Atualmente, avalia-se que dois conceitos são básicos na produção geográfica brasileira: planejamento territorial e ambiental. O primeiro se formaliza, sobretudo a partir da construção das economias após a II Guerra Mundial, que impulsionaram as primeiras tentativas de planificação territorial. Já as práticas relacionadas ao conceito de ambiente são derivadas das pressões sociais e das políticas de proteção à natureza, geradas pela própria disfunção dos programas de planejamento territorial. No Brasil, essas dinâmicas sociais culminam com a elaboração das políticas relativas à avaliação dos impactos ambientais e seus respectivos instrumentos – Estudos e Relatórios de Impacto Ambiental - (EIA e RIMA) – a partir da década de 1980. Neste contexto, entende-se que aos geógrafos caberia buscar e assegurar a dinâmica das suas práticas profissionais operando os conceitos de ambiente e território na perspectiva do planejamento. Inclusive no seu aspecto preventivo e prospectivo.
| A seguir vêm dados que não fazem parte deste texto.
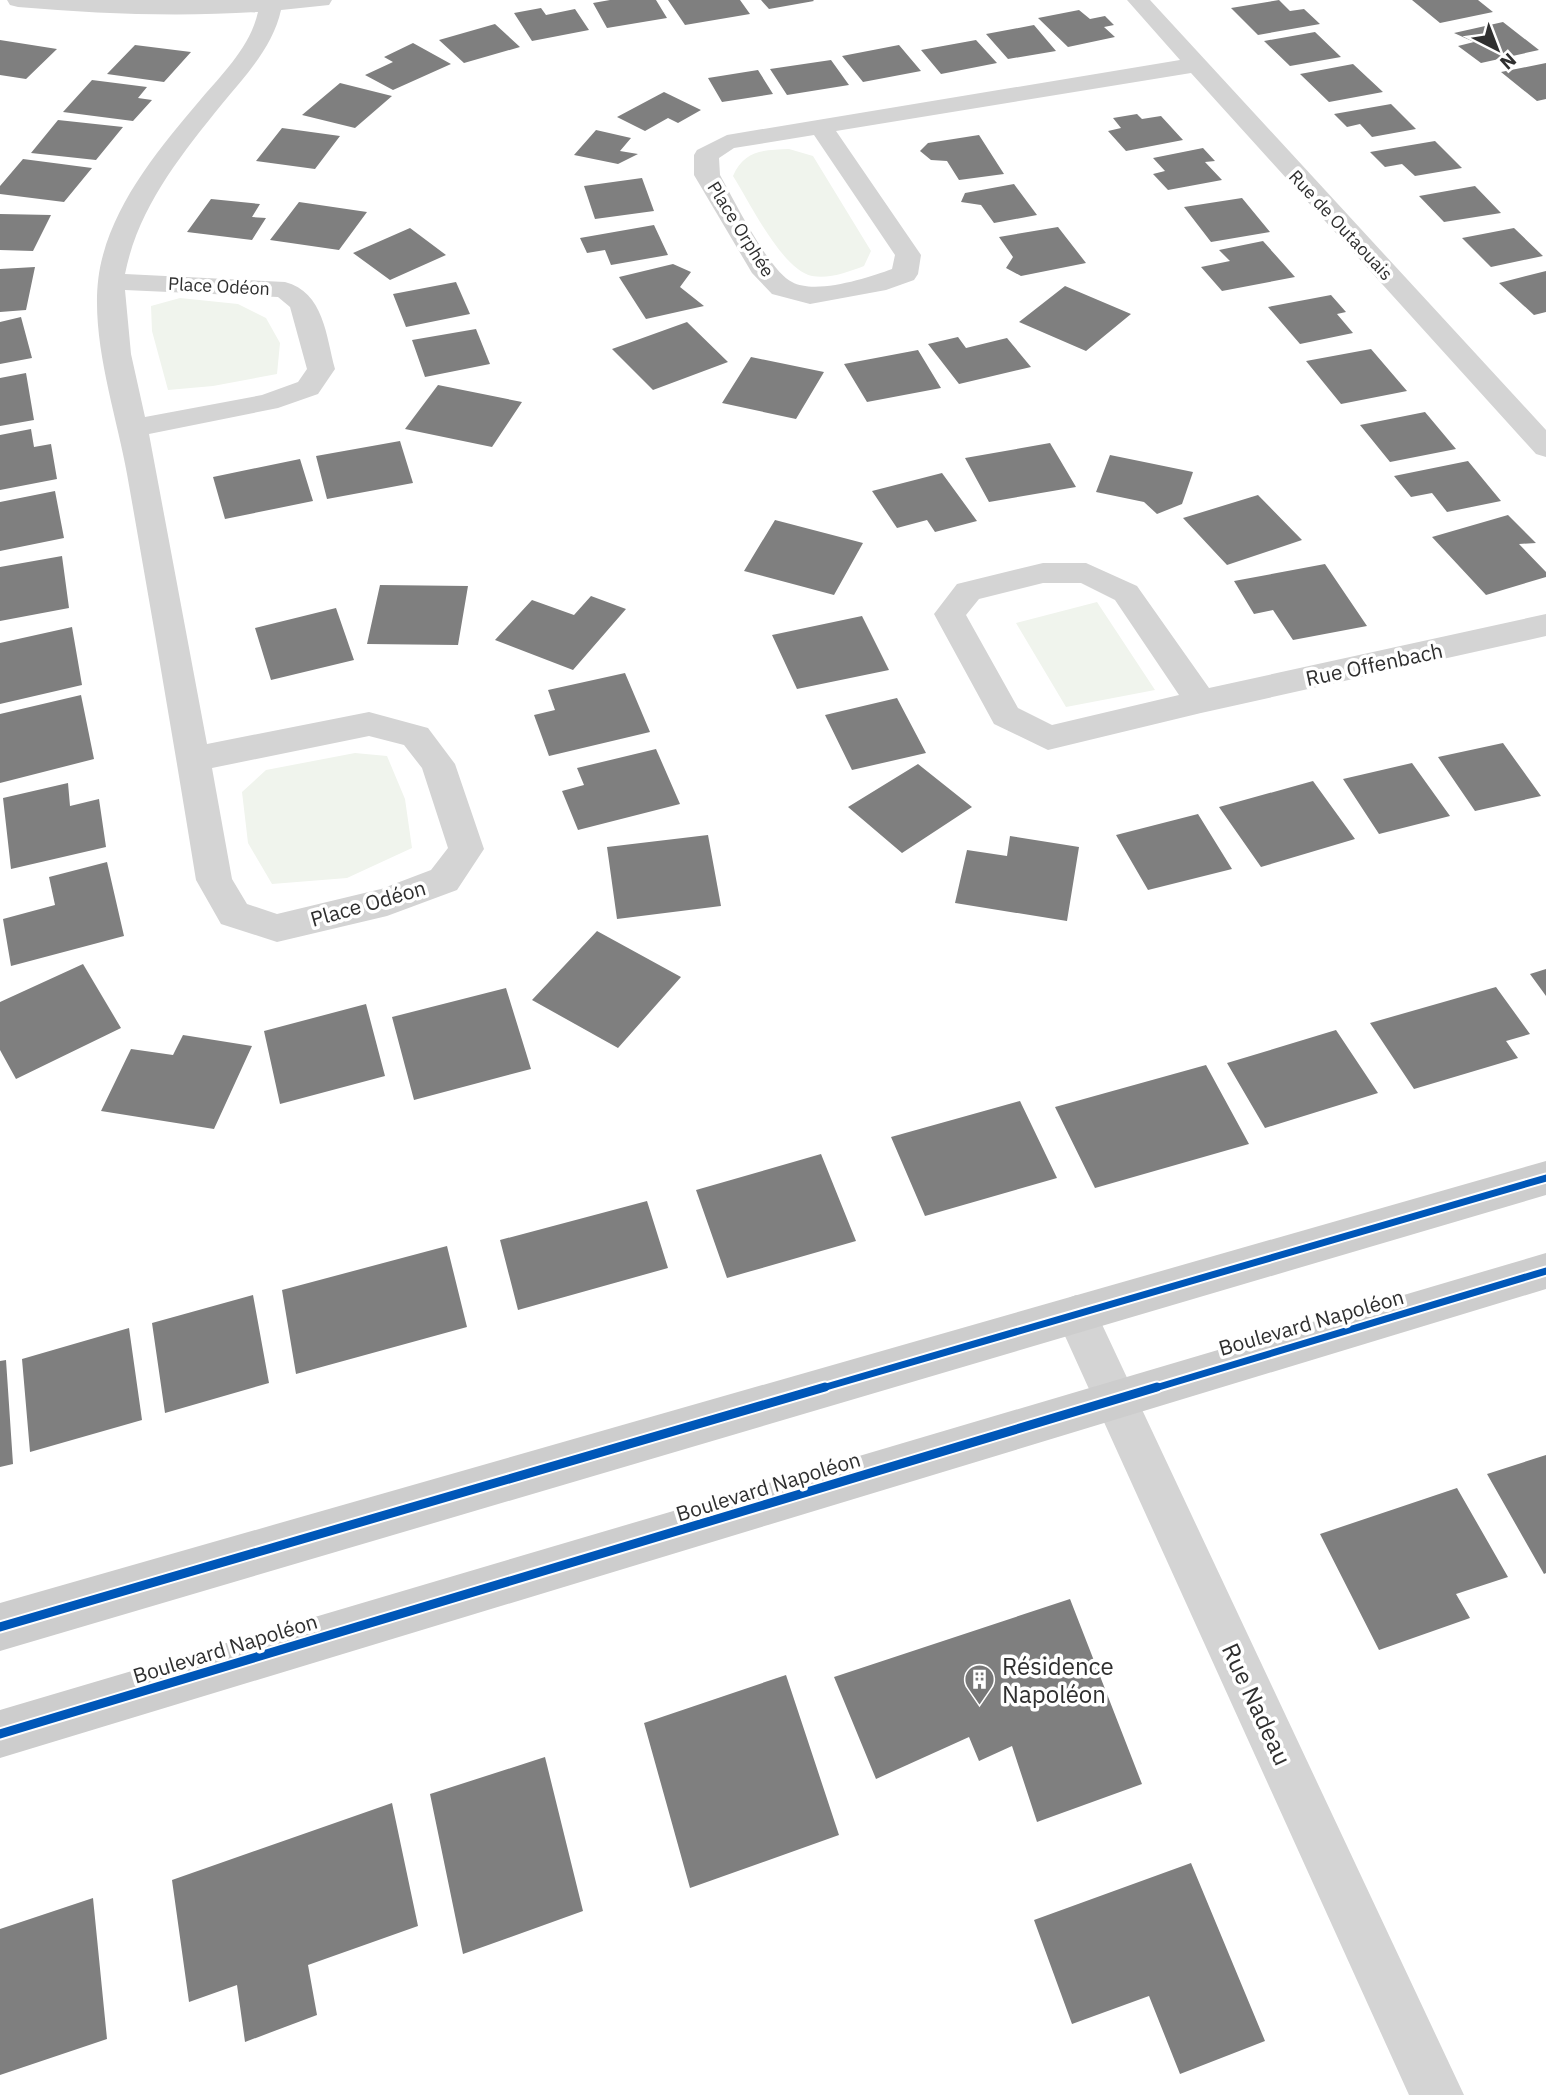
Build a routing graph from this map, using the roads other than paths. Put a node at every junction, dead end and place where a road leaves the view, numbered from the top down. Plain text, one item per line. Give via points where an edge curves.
1 (18, 0) edge
2 (321, 0) edge
3 (1138, 0) edge
4 (271, 4) junction
5 (1195, 65) junction
6 (821, 127) junction
7 (113, 282) junction
8 (134, 428) junction
9 (1546, 448) edge
10 (1546, 625) edge
11 (1202, 701) junction
12 (194, 759) junction
13 (1546, 1178) edge
14 (1546, 1272) edge
15 (1076, 1314) junction
16 (1116, 1399) junction
17 (0, 1627) edge
18 (0, 1734) edge
19 (1437, 2095) edge

1 - 4 street via 155,8
2 - 4 street
3 - 5 street, Rue de Outaouais
4 - 7 street, Place Odéon via 267,23 244,63 144,192 114,257
5 - 6 street, Place Orphée
5 - 9 street, Rue de Outaouais
6 - 6 street, Place Orphée via 727,142 706,155 707,175 765,273 782,288 810,296 905,274 908,255
7 - 8 street, Place Odéon via 111,318
7 - 8 street, Place Odéon via 285,290 303,303 321,369 307,388 268,402
8 - 12 street, Place Odéon
10 - 11 street, Rue Offenbach
11 - 11 street, Rue Offenbach via 1048,738 1006,716 950,614 968,590 1043,573 1086,573 1126,593
12 - 12 street, Place Odéon via 214,880 234,914 277,928 387,902 444,880 467,849 438,764 416,736 369,724
13 - 15 street
14 - 16 street, Boulevard Napoléon
15 - 16 street, Rue Nadeau
15 - 17 street
16 - 18 street, Boulevard Napoléon
16 - 19 street, Rue Nadeau

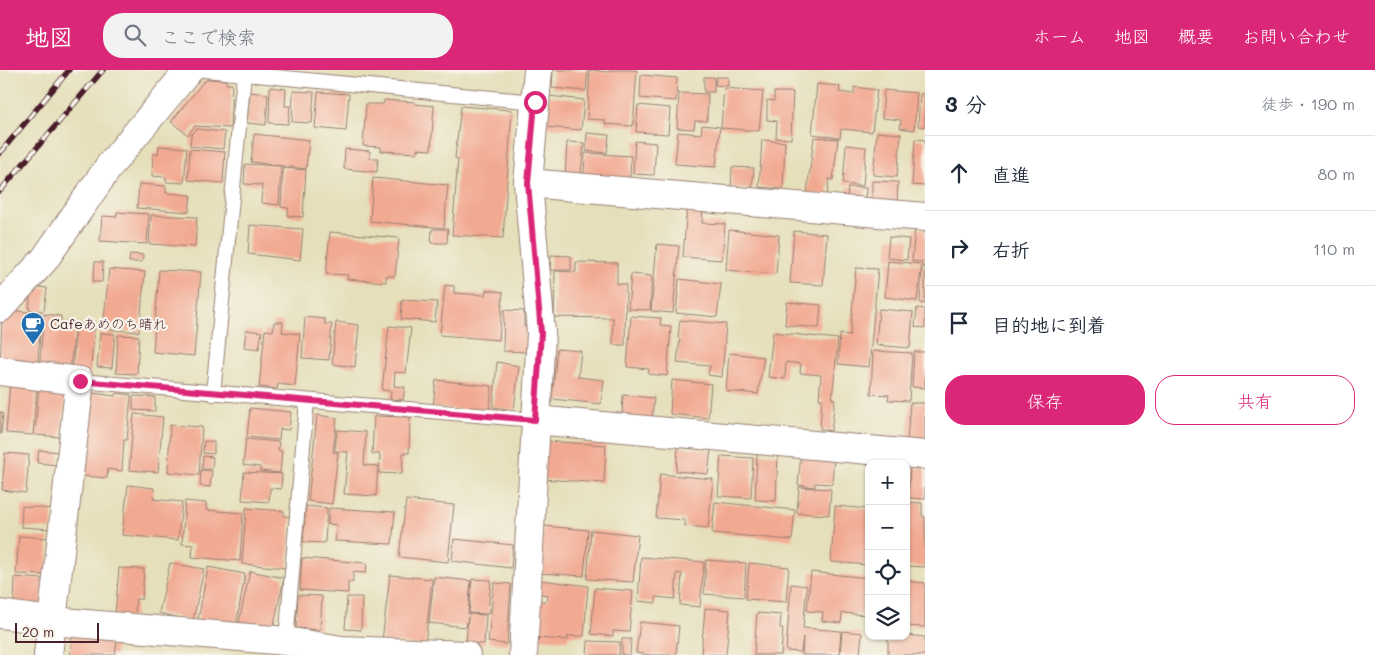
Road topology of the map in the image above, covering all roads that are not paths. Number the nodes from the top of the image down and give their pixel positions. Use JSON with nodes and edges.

Assim, caberia à Geografia estudar, definir e caracterizar as configurações espaciais dos fenômenos através do conceito de território e ambiente com o uso das diversas técnicas inerentes a sua formação (p. ex.: cartografia, foto-interpretação, sensoriamento remoto, etc.).
Destaca-se que, para o estudo das configurações espaciais dos fenômenos, três níveis de análise são fundamentais:
a) poder distinguir o(s) fenômeno(s) a ser(em) estudado no espaço geográfico;
b) poder analisar o dinamismo diferenciado do(s) fenômeno(s): escala temporal;
c) poder analisar e representar a dimensão do(s) fenômeno(s): escala espacial.

Assim, reconhecer a necessidade de formação e de capacitação do profissional nesta perspectiva é fundamental, para que este possa responder à sociedade, a partir das suas demandas, além de poder elaborar outras proposições de estudos ainda não manifestadas por ela.
Neste sentido, é necessária a reflexão cotidiana entre os estudantes e os profissionais da Geografia sobre como fazer esta área do conhecimento ser (re) conhecida e a necessidade de se fazer reconhecer como importante profissional disponível à sociedade. Profissional este capaz de refletir, elaborar, propor e implantar projetos essenciais à melhoria de determinadas demandas sociais. Isto é, tanto aquelas ações profissionais consideradas diretamente aplicáveis em relação a essas demandas, como aquelas que são fundamentais para a construção do aprimoramento teórico e metodológico da Geografia.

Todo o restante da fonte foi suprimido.